DINOv2 的 384 维特征中，很多维度编码的是纹理、光照等对我们无用的信息。PCA 降维到 3D 相当于只保留"最大方差方向"，即最能区分物体不同部件的维度。这让后续的 K-Means 聚类更鲁棒。

为什么拼接 3D 空间坐标？

仅凭语义特征聚类，可能把"颜色相似但位置不同的点"归为一簇。拼接坐标后，聚类同时考虑"外观"和"位置"，确保每个簇对应一个空间上紧凑的区域。

Step 4: 空间合并 (keypoint_proposal.py:154-160)

def _merge_clusters(self, candidate_keypoints):
    # MeanShift 聚类：合并 3D 空间中距离 < 0.06m 的关键点
    self.mean_shift.fit(candidate_keypoints)  # bandwidth=0.06m
    cluster_centers = self.mean_shift.cluster_centers_
    # 对每个簇中心，找最近的真实候选点
    merged_indices = []
    for center in cluster_centers:
        dist = np.linalg.norm(candidate_keypoints - center, axis=-1)
        merged_indices.append(np.argmin(dist))
    return merged_indices

MeanShift 的作用：如果两个来自不同物体的候选点在 3D 空间中非常接近（< 6cm），说明它们实际上指向同一个位置，合并为一个关键点即可。这避免了冗余。

1.3.3 数学总结

设图像为 $I \in \mathbb{R}^{H \times W \times 3}$ ，DINOv2 编码为：

\mathbf{F} = \text{DINOv2}(I) \in \mathbb{R}^{\frac{H}{14} \times \frac{W}{14} \times 384}

经过双线性插值到 $\hat{\mathbf{F}} \in \mathbb{R}^{H \times W \times 384}$ ，对物体 $o$ 的 mask 区域做 PCA 降维：

\hat{\mathbf{F}}_o^{PCA} = \hat{\mathbf{F}}_o \cdot \mathbf{V}_{:,:3} \in \mathbb{R}^{N_o \times 3}

拼接归一化的 3D 坐标后在 6D 空间做 K-Means：

\{\mathbf{c}_1, ..., \mathbf{c}_k\} = \text{K-Means}([\hat{\mathbf{F}}_o^{PCA}; \bar{\mathbf{P}}_o], k=5)

最终输出 $K$ 个关键点 $\mathbf{K} = \{\mathbf{k}_1, ..., \mathbf{k}_K\} \in \mathbb{R}^{K \times 3}$ 。

1.4 Stage 2: 约束生成 (Constraint Generation)

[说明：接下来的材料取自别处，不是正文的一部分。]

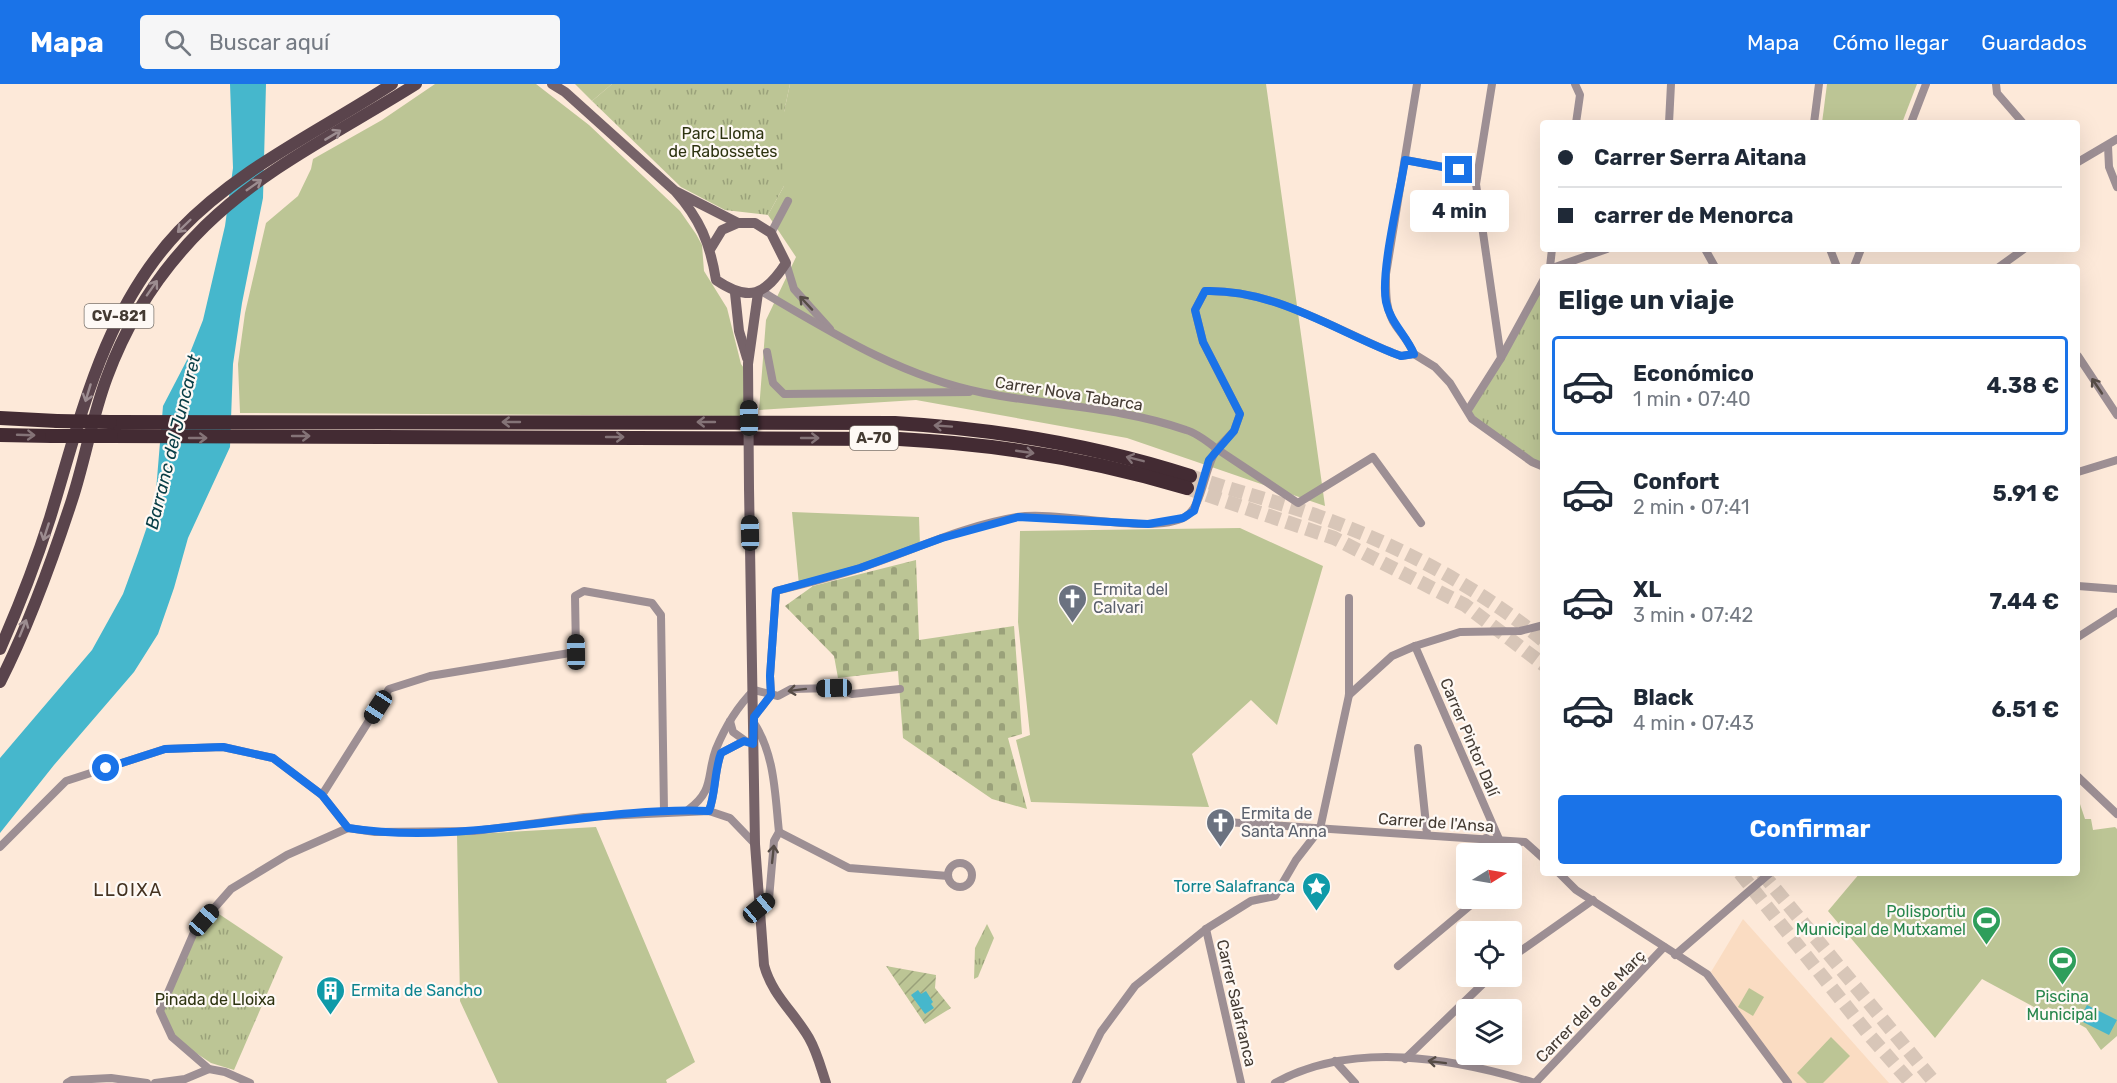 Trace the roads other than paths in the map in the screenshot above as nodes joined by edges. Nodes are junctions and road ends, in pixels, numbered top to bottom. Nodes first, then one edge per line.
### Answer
1 (392, 84) edge
2 (416, 84) edge
3 (552, 84) edge
4 (1417, 84) edge
5 (1491, 84) edge
6 (1575, 84) edge
7 (1671, 84) edge
8 (1819, 84) edge
9 (1926, 84) edge
10 (1996, 84) edge
11 (562, 88) edge
12 (1576, 120) edge
13 (1669, 120) edge
14 (1814, 120) edge
15 (1912, 120) edge
16 (2020, 120) edge
17 (2117, 139) edge
18 (2108, 146) junction
19 (1405, 160) junction
20 (2080, 161) edge
21 (1477, 173) junction
22 (2117, 187) edge
23 (675, 191) junction
24 (788, 201) dead end
25 (738, 223) junction
26 (771, 233) junction
27 (711, 248) junction
28 (1598, 252) edge
29 (2020, 252) edge
30 (2012, 258) junction
31 (786, 263) junction
32 (1564, 264) edge
33 (2003, 264) edge
34 (2016, 264) edge
35 (1540, 286) edge
36 (759, 292) junction
37 (735, 293) junction
38 (838, 336) junction
39 (767, 352) dead end
40 (1414, 354) junction
41 (1501, 358) junction
42 (2080, 359) edge
43 (748, 364) junction
44 (979, 392) junction
45 (1468, 410) junction
46 (2117, 415) edge
47 (0, 418) edge
48 (111, 429) junction
49 (0, 435) edge
50 (1217, 449) junction
51 (2117, 460) edge
52 (1540, 465) edge
53 (2080, 471) edge
54 (1421, 524) dead end
55 (2080, 586) edge
56 (2117, 589) edge
57 (1349, 597) dead end
58 (2117, 612) edge
59 (1540, 626) edge
60 (2080, 635) edge
61 (1415, 646) junction
62 (0, 649) edge
63 (0, 682) edge
64 (900, 688) dead end
65 (754, 690) junction
66 (1349, 695) junction
67 (774, 696) junction
68 (754, 720) junction
69 (730, 721) junction
70 (749, 742) junction
71 (1418, 748) dead end
72 (2080, 779) edge
73 (322, 795) junction
74 (688, 810) junction
75 (664, 811) junction
76 (709, 811) junction
77 (2117, 814) edge
78 (1226, 822) dead end
79 (348, 828) junction
80 (1320, 829) junction
81 (779, 832) junction
82 (1427, 834) junction
83 (1486, 838) junction
84 (1499, 839) junction
85 (1485, 843) edge
86 (755, 844) junction
87 (0, 847) edge
88 (1540, 855) edge
89 (948, 876) dead end
90 (1562, 876) edge
91 (1767, 876) edge
92 (1593, 900) junction
93 (759, 908) junction
94 (1466, 909) edge
95 (1206, 929) junction
96 (1664, 947) junction
97 (1522, 950) edge
98 (1675, 955) junction
99 (1398, 966) dead end
100 (1480, 987) edge
101 (1405, 1059) junction
102 (1335, 1061) junction
103 (209, 1069) junction
104 (171, 1082) edge
105 (67, 1083) edge
106 (147, 1083) edge
107 (155, 1083) edge
108 (250, 1083) edge
109 (826, 1083) edge
110 (1076, 1083) edge
111 (1241, 1083) edge
112 (1275, 1083) edge
113 (1355, 1083) edge
114 (1535, 1083) edge
115 (1788, 1083) edge

1 -> 62 main road, CV-821
63 -> 2 main road, CV-821
3 - 11 main road
4 - 19 street
5 - 21 street
6 - 12 street
7 - 13 street
8 - 14 street
9 - 15 street
10 - 16 street
11 - 23 main road
17 - 18 street
18 - 20 street
18 - 22 street
19 - 21 street
19 - 40 street
21 - 41 street
23 - 25 main road
23 - 27 main road
24 - 26 street
25 - 26 main road
25 - 27 main road
26 - 31 main road
27 - 37 main road
28 - 32 street
29 - 30 street
30 - 33 street
30 - 34 street
31 - 36 main road
38 -> 31 street
35 - 41 street
36 - 37 main road
36 - 38 street, Carrer Nova Tabarca
36 - 43 main road
37 - 43 main road
38 - 44 street, Carrer Nova Tabarca
39 - 44 street
40 - 45 street
40 - 50 street
41 - 45 street
46 -> 42 street
43 - 65 main road, bridge
44 - 50 street, Carrer Nova Tabarca
45 - 52 street
47 - 48 highway, A-70, bridge
48 -> 48 highway, A-70
49 -> 48 highway, A-70, bridge
50 - 54 street, Carrer Nova Tabarca
50 - 67 street
51 - 53 street
55 - 56 street
57 - 66 street
58 - 60 street
59 - 61 street
61 - 66 street
61 - 84 street, Carrer Pintor Dalí
64 -> 67 street
65 - 67 street
65 - 68 main road
65 - 69 street
66 - 80 street
67 - 68 street
68 - 70 main road
68 - 81 street
69 - 70 street
69 - 74 street
70 - 76 street
70 - 86 main road
71 - 82 street
72 - 77 street
73 - 75 street
73 - 79 street
73 - 87 street
74 - 75 street
74 - 76 street
75 - 79 street
76 - 86 street
78 - 80 street, Carrer de l'Ansa
79 - 103 street
80 - 82 street, Carrer de l'Ansa
80 - 95 street
81 - 89 street
93 -> 81 street
82 - 83 street, Carrer de l'Ansa
83 - 84 street, Carrer de l'Ansa
83 - 85 street
84 - 88 street, Carrer de l'Ansa
86 - 93 main road
90 - 92 street
91 - 98 street
92 - 96 street
92 - 97 street
93 - 109 main road
94 - 99 street
95 - 110 street
95 - 111 street, Carrer Salafranca
96 - 98 street
96 - 114 street, Carrer del 8 de Març
98 - 115 street
100 - 101 street
101 - 102 street
114 -> 101 street
102 - 112 street
102 - 113 street
103 - 104 street
103 - 108 street
104 - 107 street
105 - 106 street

目标：将自然语言指令转化为可执行的 Python 约束函数。

这是 ReKep 最精妙的部分——它把 GPT-4o 当作一个**"需求分析师 + 程序员"**：

\text{"把笔竖直插入笔筒"} + \text{标注图像} \xrightarrow{\text{GPT-4o}} \begin{cases} f_1: \|\mathbf{x}_{ee} - \mathbf{k}_1\| \leq 0 & \text{(对准笔)} \\ f_2: \|\text{cross}(\vec{v}_{pen}, \hat{z})\| \leq 0 & \text{(竖直)} \\ f_3: \|\mathbf{k}_1 - \bar{\mathbf{k}}_{holder} - [0,0,0.2]\| \leq 0 & \text{(对准笔筒)} \end{cases}

1.4.1 Prompt 模板结构

Prompt 模板位于 vlm_query/prompt_template.txt（共 109 行），包含三个关键部分：

Part 1: 任务分解规则 (L1-38)

告诉 GPT-4o 如何将任务分解为多个阶段，以及"抓取必须是独立阶段"等硬规则：

- Determine how many stages are involved in the task.
  Grasping must be an independent stage. Some examples:
  - "pouring tea from teapot":
    - 3 stages: "grasp teapot", "align teapot with cup opening", "pour liquid"
  - "put red block on top of blue block":
    - 3 stages: "grasp red block", "drop the red block on top of blue block"

Part 2: 约束编写规范 (L40-61)

定义了约束函数的精确接口和编写规则：

- Each constraint takes a dummy end-effector point and a set of keypoints 
  as input and returns a numerical cost, where the constraint is satisfied 
  if the cost is smaller than or equal to zero.
- Inputs:
  - end_effector: np.array of shape (3,)    ← 末端执行器位置
  - keypoints: np.array of shape (K, 3)     ← 关键点位置矩阵
- Avoid using "if" statements in your constraints.  ← 必须可微！
- For grasping constraint, use: get_grasping_cost_by_keypoint_idx(i)

Part 3: 输出格式模板 (L62-105)

严格规定了输出的代码结构：

num_stages = ?
def stage1_subgoal_constraint1(end_effector, keypoints): ...
def stage1_path_constraint1(end_effector, keypoints): ...
grasp_keypoints = [?, ..., ?]      # 每个阶段抓哪个关键点，-1 表示不抓
release_keypoints = [?, ..., ?]    # 每个阶段末释放哪个关键点，-1 表示不释放

1.4.2 代码逐行解析

GPT-4o 调用 (constraint_generation.py:120-158)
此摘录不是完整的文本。